Give back every line of the material below that has the string "Birkagatan".
[Opening EXTRACTED MATERIAL section]
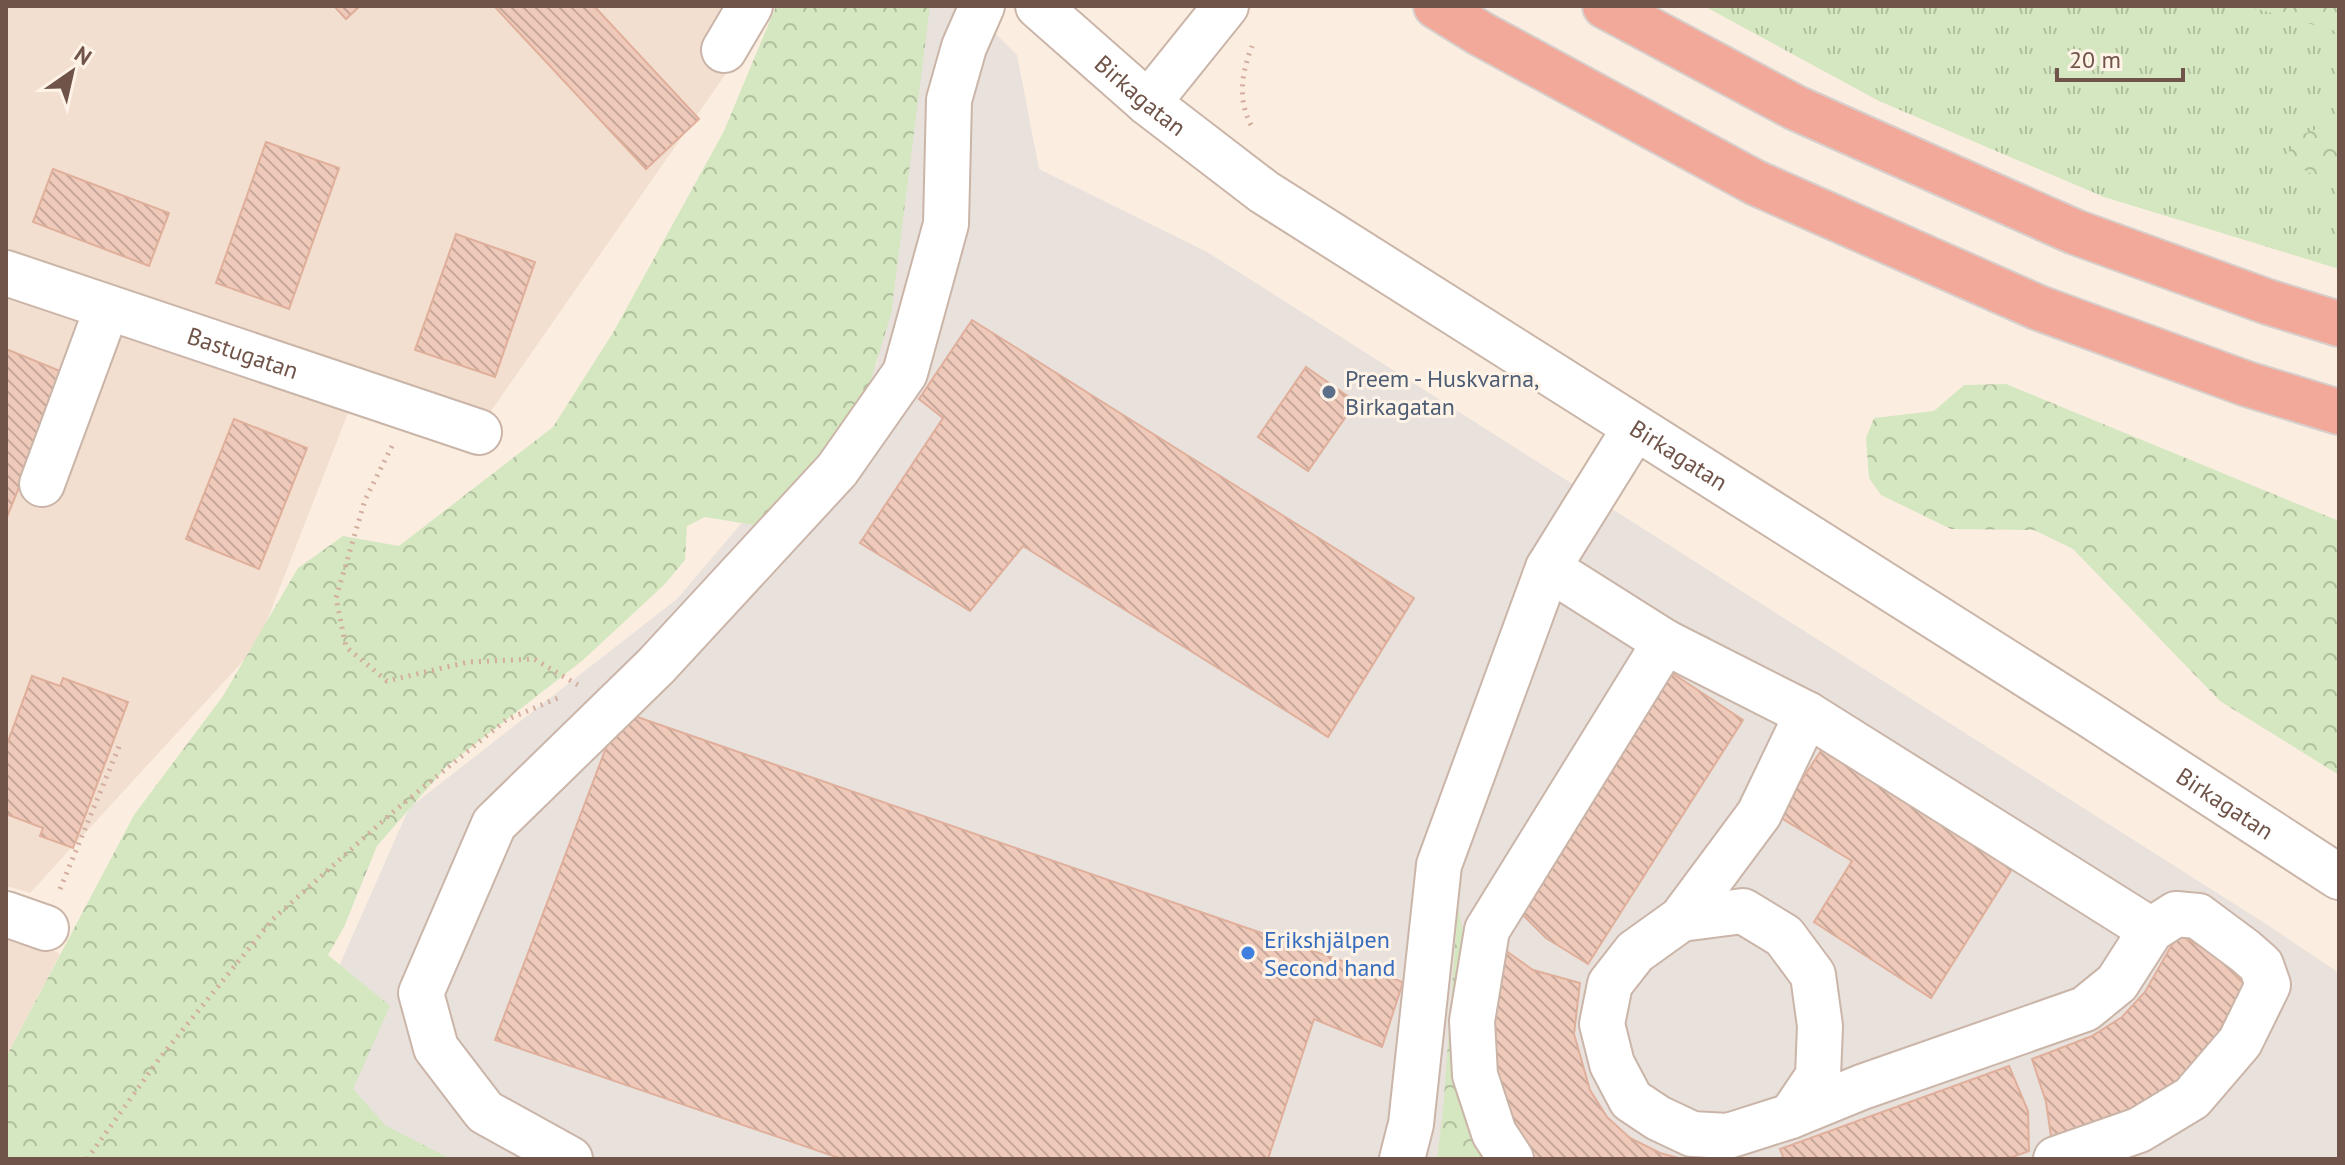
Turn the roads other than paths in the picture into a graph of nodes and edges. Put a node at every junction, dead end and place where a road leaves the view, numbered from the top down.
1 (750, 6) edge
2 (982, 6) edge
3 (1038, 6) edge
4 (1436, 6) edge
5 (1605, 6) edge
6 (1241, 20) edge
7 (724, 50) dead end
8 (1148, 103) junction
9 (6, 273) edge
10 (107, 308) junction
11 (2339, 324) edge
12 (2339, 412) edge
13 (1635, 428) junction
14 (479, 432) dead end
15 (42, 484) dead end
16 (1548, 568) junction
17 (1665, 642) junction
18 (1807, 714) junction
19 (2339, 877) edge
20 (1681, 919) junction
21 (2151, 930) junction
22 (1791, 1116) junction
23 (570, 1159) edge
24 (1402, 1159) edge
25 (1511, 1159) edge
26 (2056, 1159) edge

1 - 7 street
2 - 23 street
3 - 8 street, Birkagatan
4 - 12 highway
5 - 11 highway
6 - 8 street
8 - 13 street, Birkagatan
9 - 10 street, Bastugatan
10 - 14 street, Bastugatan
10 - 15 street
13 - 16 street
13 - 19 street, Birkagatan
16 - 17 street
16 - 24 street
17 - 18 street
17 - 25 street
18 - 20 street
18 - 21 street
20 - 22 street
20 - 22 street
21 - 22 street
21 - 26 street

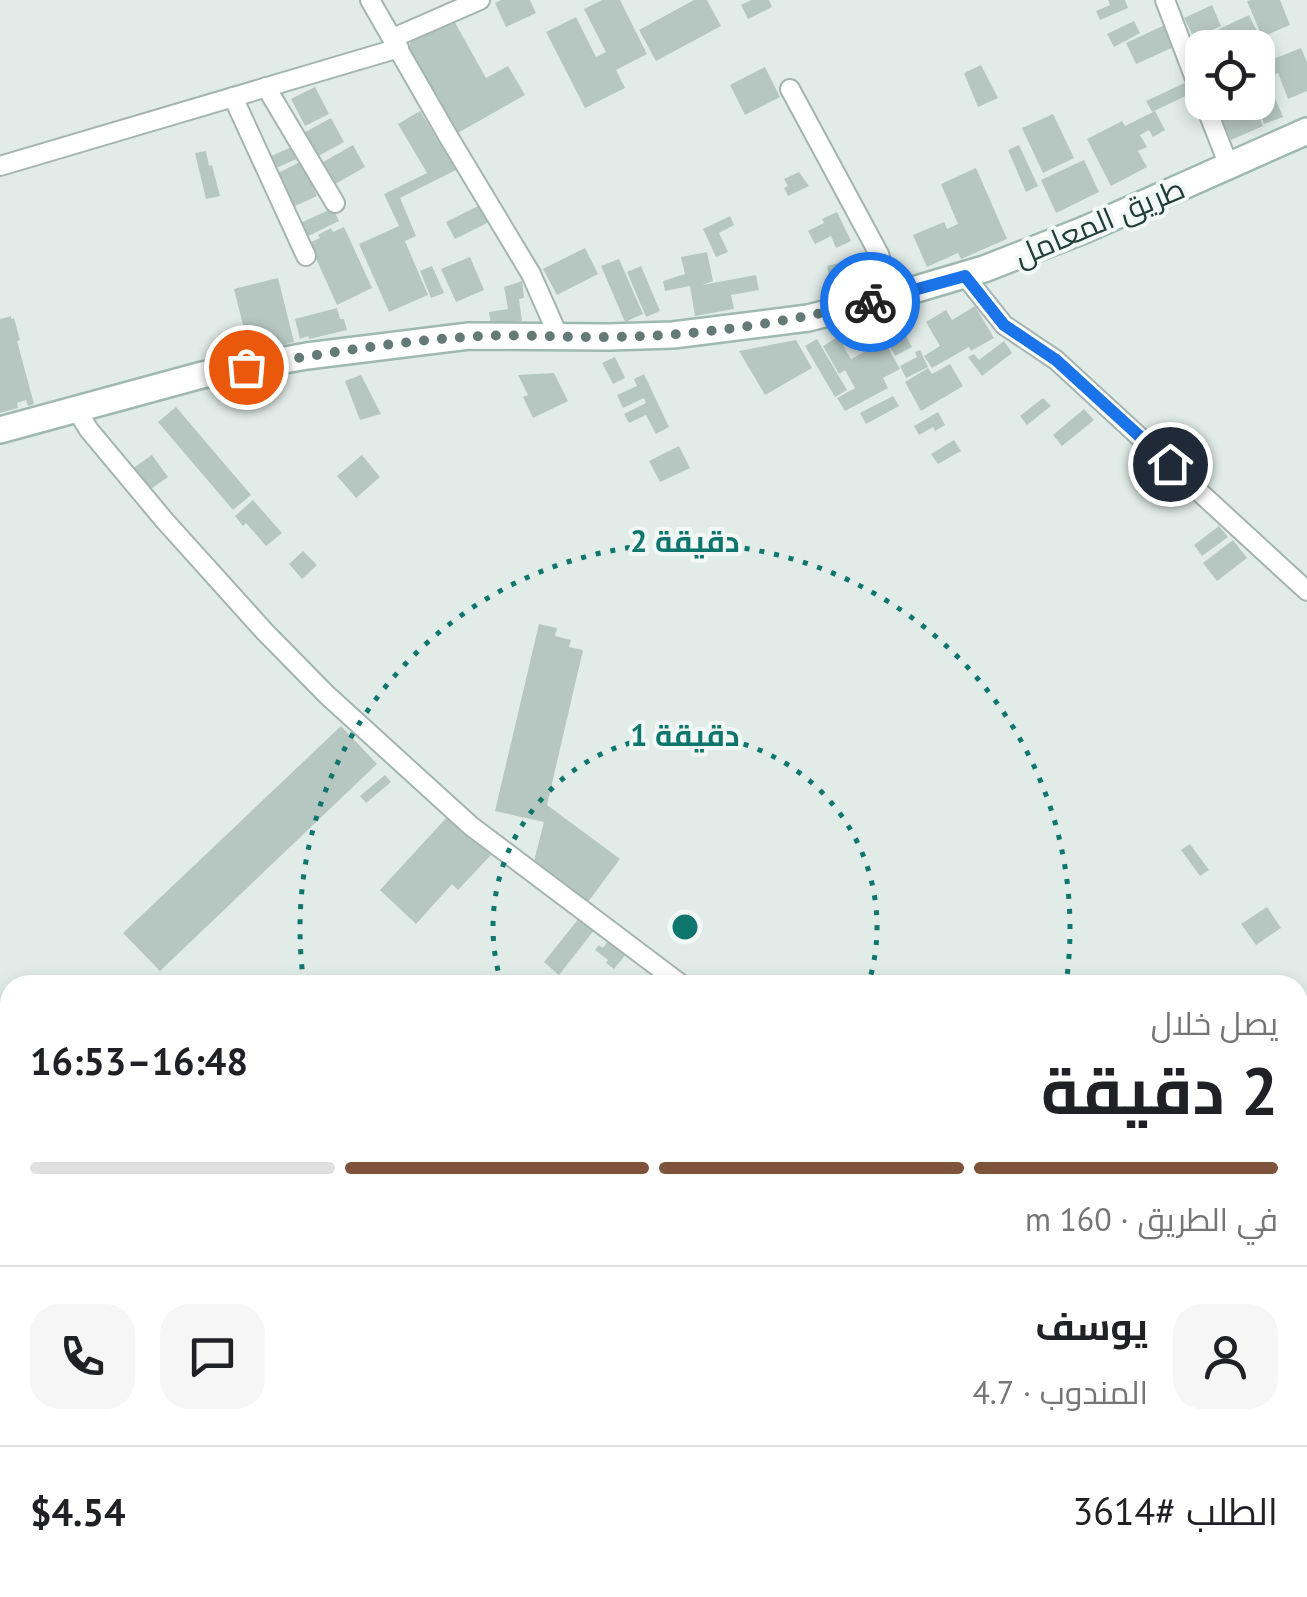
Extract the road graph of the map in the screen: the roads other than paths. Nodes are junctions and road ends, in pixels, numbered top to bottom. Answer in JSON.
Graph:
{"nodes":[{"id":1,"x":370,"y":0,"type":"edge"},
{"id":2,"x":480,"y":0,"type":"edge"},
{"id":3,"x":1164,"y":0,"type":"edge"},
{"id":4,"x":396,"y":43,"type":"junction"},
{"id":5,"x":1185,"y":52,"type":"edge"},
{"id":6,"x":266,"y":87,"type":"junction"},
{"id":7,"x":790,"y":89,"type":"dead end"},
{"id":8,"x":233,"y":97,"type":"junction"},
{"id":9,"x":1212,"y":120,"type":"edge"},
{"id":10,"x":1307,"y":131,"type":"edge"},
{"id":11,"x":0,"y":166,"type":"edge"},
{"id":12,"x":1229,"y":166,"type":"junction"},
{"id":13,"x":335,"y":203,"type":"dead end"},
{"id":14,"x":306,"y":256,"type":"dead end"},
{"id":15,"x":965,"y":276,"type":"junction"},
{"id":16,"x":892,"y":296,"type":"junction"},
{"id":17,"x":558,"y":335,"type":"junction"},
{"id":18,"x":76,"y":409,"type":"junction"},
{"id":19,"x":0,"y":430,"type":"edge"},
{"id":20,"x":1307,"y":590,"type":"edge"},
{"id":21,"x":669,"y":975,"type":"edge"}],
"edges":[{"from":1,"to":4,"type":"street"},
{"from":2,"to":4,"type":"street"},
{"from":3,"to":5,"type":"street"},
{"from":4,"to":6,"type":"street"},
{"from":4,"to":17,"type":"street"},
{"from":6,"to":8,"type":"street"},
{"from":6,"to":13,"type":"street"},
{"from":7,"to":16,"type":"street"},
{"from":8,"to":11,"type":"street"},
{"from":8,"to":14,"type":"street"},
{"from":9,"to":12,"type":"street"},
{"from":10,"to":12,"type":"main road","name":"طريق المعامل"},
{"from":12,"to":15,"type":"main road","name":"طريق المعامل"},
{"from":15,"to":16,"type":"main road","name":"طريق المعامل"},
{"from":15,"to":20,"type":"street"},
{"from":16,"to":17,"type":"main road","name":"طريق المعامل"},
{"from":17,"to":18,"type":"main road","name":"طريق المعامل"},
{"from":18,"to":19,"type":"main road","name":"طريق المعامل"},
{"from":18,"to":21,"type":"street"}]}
[Closing EXTRACTED MATERIAL section]
*REPLY TO THE EXERCISE*
3 - 8 street, Birkagatan
8 - 13 street, Birkagatan
13 - 19 street, Birkagatan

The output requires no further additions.